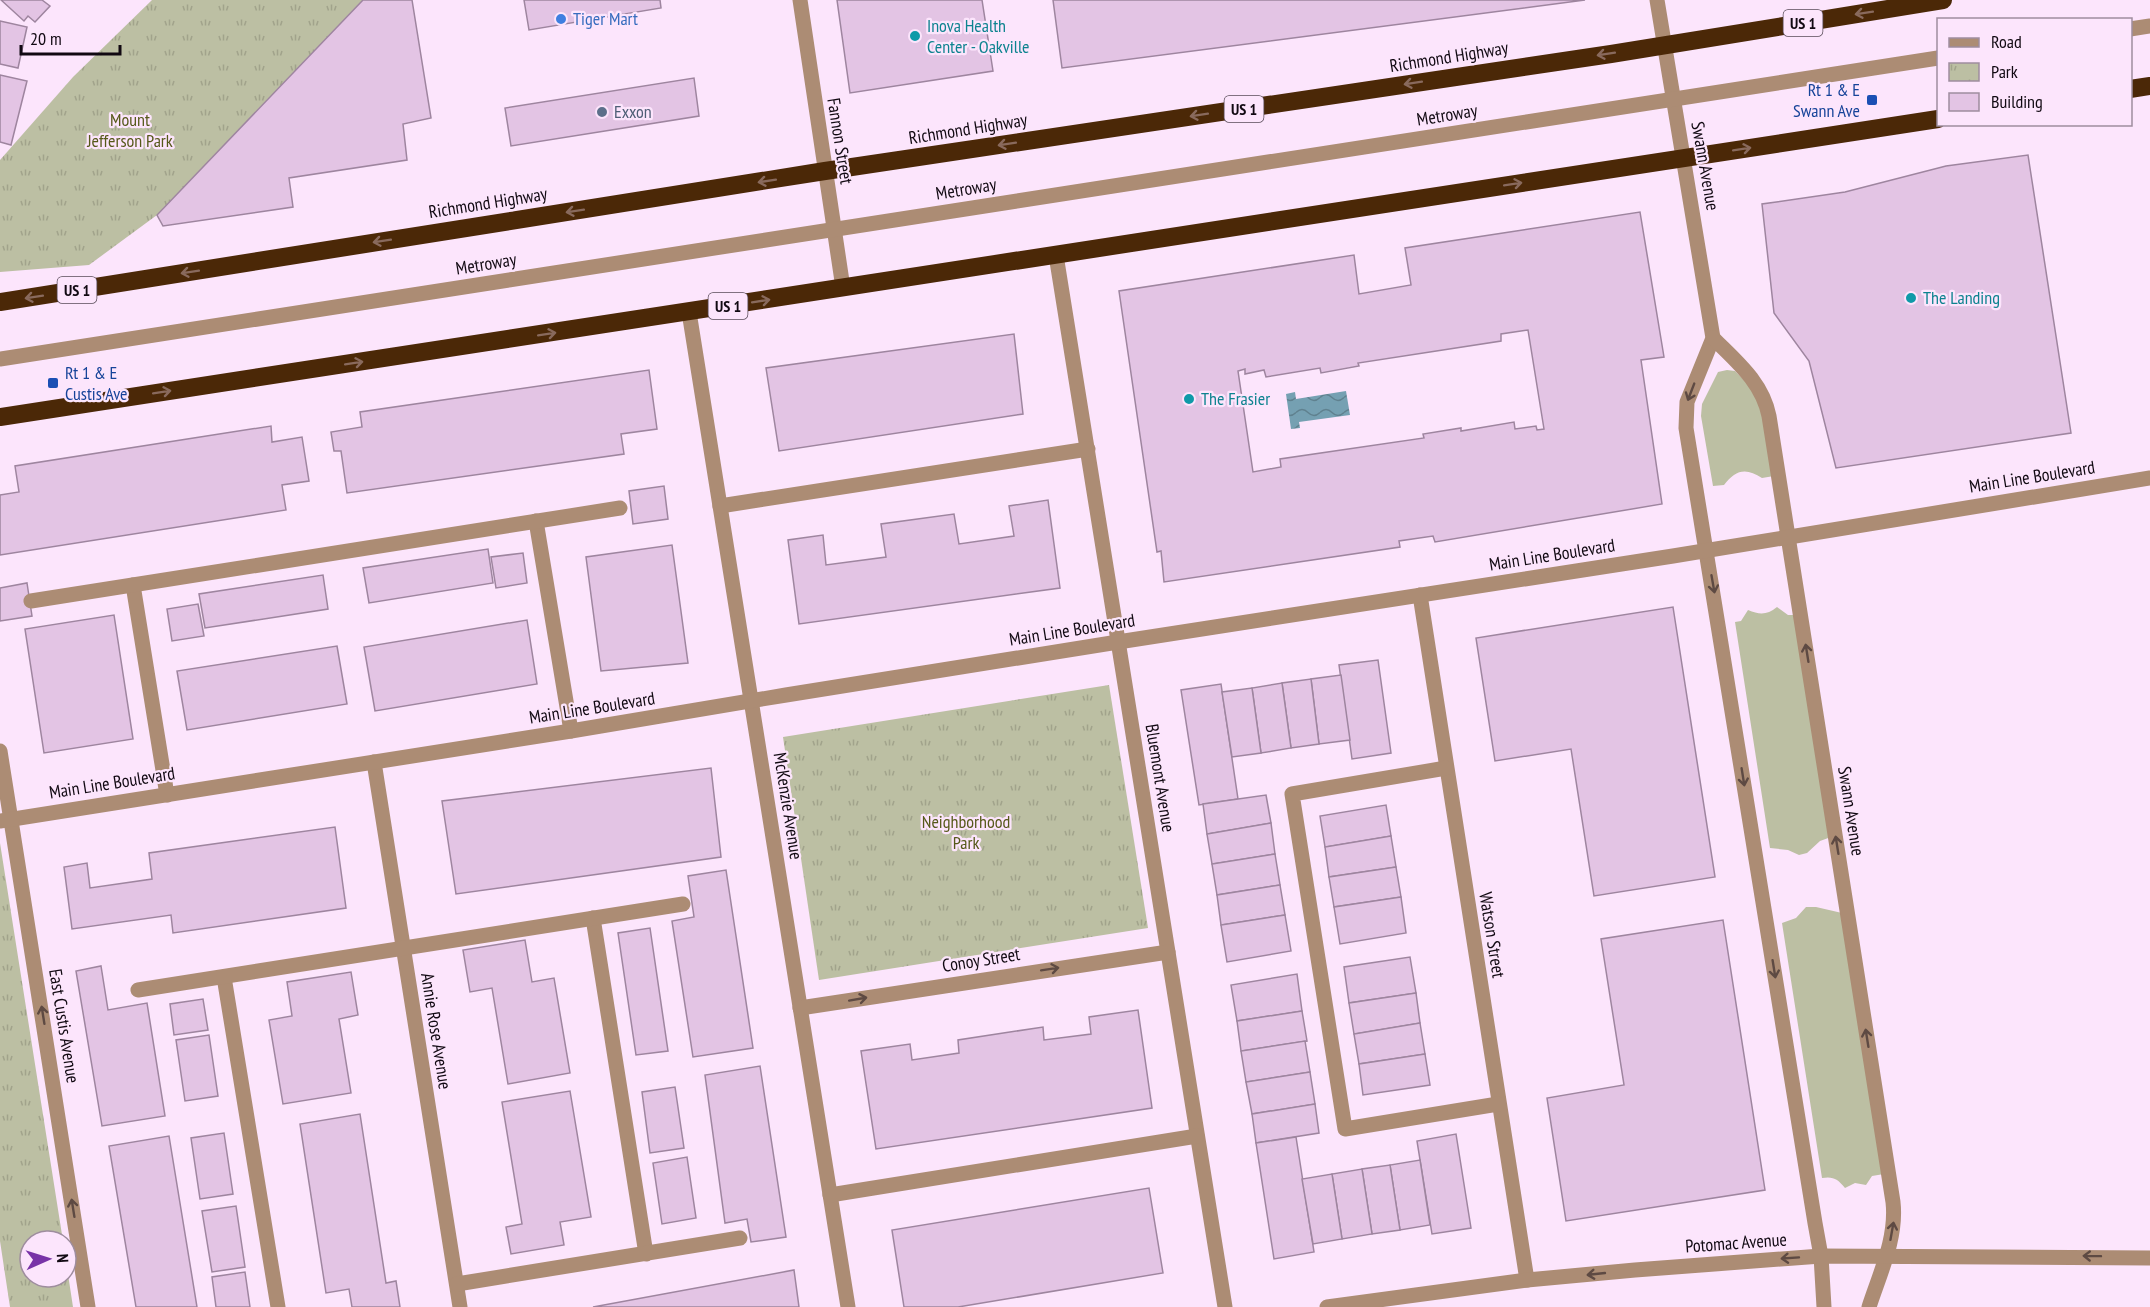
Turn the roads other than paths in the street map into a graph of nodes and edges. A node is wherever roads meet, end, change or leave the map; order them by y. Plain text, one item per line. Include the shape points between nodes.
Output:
1 (800, 0) edge
2 (1657, 0) edge
3 (1943, 0) edge
4 (2150, 26) edge
5 (2132, 29) edge
6 (1664, 45) junction
7 (1937, 58) edge
8 (2150, 86) edge
9 (2132, 89) edge
10 (1674, 99) junction
11 (1937, 119) edge
12 (1684, 158) junction
13 (825, 171) junction
14 (834, 229) junction
15 (1056, 255) junction
16 (843, 288) junction
17 (0, 302) edge
18 (689, 312) junction
19 (1713, 338) junction
20 (0, 359) edge
21 (0, 417) edge
22 (1088, 449) junction
23 (2150, 478) edge
24 (720, 506) junction
25 (620, 508) dead end
26 (536, 521) junction
27 (1788, 537) junction
28 (1707, 551) junction
29 (133, 585) junction
30 (1420, 595) junction
31 (31, 601) dead end
32 (1118, 642) junction
33 (751, 700) junction
34 (571, 732) junction
35 (0, 751) edge
36 (374, 762) junction
37 (1446, 768) junction
38 (167, 795) junction
39 (5, 820) edge
40 (683, 904) dead end
41 (593, 918) junction
42 (404, 948) junction
43 (1168, 952) junction
44 (224, 977) junction
45 (138, 990) dead end
46 (800, 1008) junction
47 (1498, 1104) junction
48 (1197, 1136) junction
49 (830, 1195) junction
50 (740, 1238) dead end
51 (646, 1254) junction
52 (1886, 1255) junction
53 (1821, 1256) junction
54 (2150, 1258) edge
55 (1527, 1281) junction
56 (457, 1284) junction
57 (88, 1307) edge
58 (278, 1307) edge
59 (460, 1307) edge
60 (848, 1307) edge
61 (1225, 1307) edge
62 (1327, 1307) edge
63 (1824, 1307) edge
64 (1869, 1307) edge

1 - 13 street, Fannon Street
2 - 6 street, Swann Avenue
3 -> 6 highway, Richmond Highway / US 1
4 - 5 street
6 - 10 street, Swann Avenue
6 -> 13 highway, Richmond Highway / US 1
7 - 10 street, Metroway
8 - 9 highway
10 - 12 street, Swann Avenue
10 - 14 street, Metroway
12 -> 11 highway, US 1
15 -> 12 highway, US 1
12 - 19 street, Swann Avenue
13 - 14 street, Fannon Street
13 -> 17 highway, Richmond Highway / US 1
14 - 16 street, Fannon Street
14 - 20 street, Metroway
15 - 16 highway, US 1
15 - 22 street, Bluemont Avenue
18 -> 16 highway, US 1
21 -> 18 highway, US 1
18 - 24 street, McKenzie Avenue
19 - 27 street, Swann Avenue via 1751,377 1766,400
19 -> 28 street via 1685,416
22 - 24 street
22 - 32 street, Bluemont Avenue
23 - 27 street, Main Line Boulevard
24 - 33 street, McKenzie Avenue
25 - 26 street
26 - 29 street
26 - 34 street
27 - 28 street, Main Line Boulevard
52 -> 27 street, Swann Avenue via 1894,1220 1893,1202
28 - 30 street, Main Line Boulevard
28 -> 53 street
29 - 31 street
29 - 38 street
30 - 32 street, Main Line Boulevard
30 - 37 street, Watson Street
32 - 33 street, Main Line Boulevard
32 - 43 street, Bluemont Avenue
33 - 34 street, Main Line Boulevard
33 - 46 street, McKenzie Avenue
34 - 36 street, Main Line Boulevard
35 - 39 street, East Custis Avenue
36 - 38 street, Main Line Boulevard
36 - 42 street, Annie Rose Avenue
37 - 47 street, Watson Street
37 - 47 street via 1292,794 1345,1130
38 - 39 street, Main Line Boulevard
57 -> 39 street, East Custis Avenue
40 - 41 street
41 - 42 street
41 - 51 street
42 - 44 street
42 - 56 street, Annie Rose Avenue
46 -> 43 street, Conoy Street
43 - 48 street, Bluemont Avenue
44 - 45 street
44 - 58 street
46 - 49 street, McKenzie Avenue
47 - 55 street, Watson Street
48 - 49 street
48 - 61 street, Bluemont Avenue
49 - 60 street, McKenzie Avenue
50 - 51 street
51 - 56 street
52 - 53 street, Potomac Avenue
54 -> 52 street, Potomac Avenue
52 - 64 street, Swann Avenue
53 -> 55 street, Potomac Avenue
53 - 63 street
55 - 62 street, Potomac Avenue
56 - 59 street, Annie Rose Avenue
━━━━
(YOUR GOAL): Lines of the listing above that contain the word "McKenzie" must all be copied.

(RESULT):
18 - 24 street, McKenzie Avenue
24 - 33 street, McKenzie Avenue
33 - 46 street, McKenzie Avenue
46 - 49 street, McKenzie Avenue
49 - 60 street, McKenzie Avenue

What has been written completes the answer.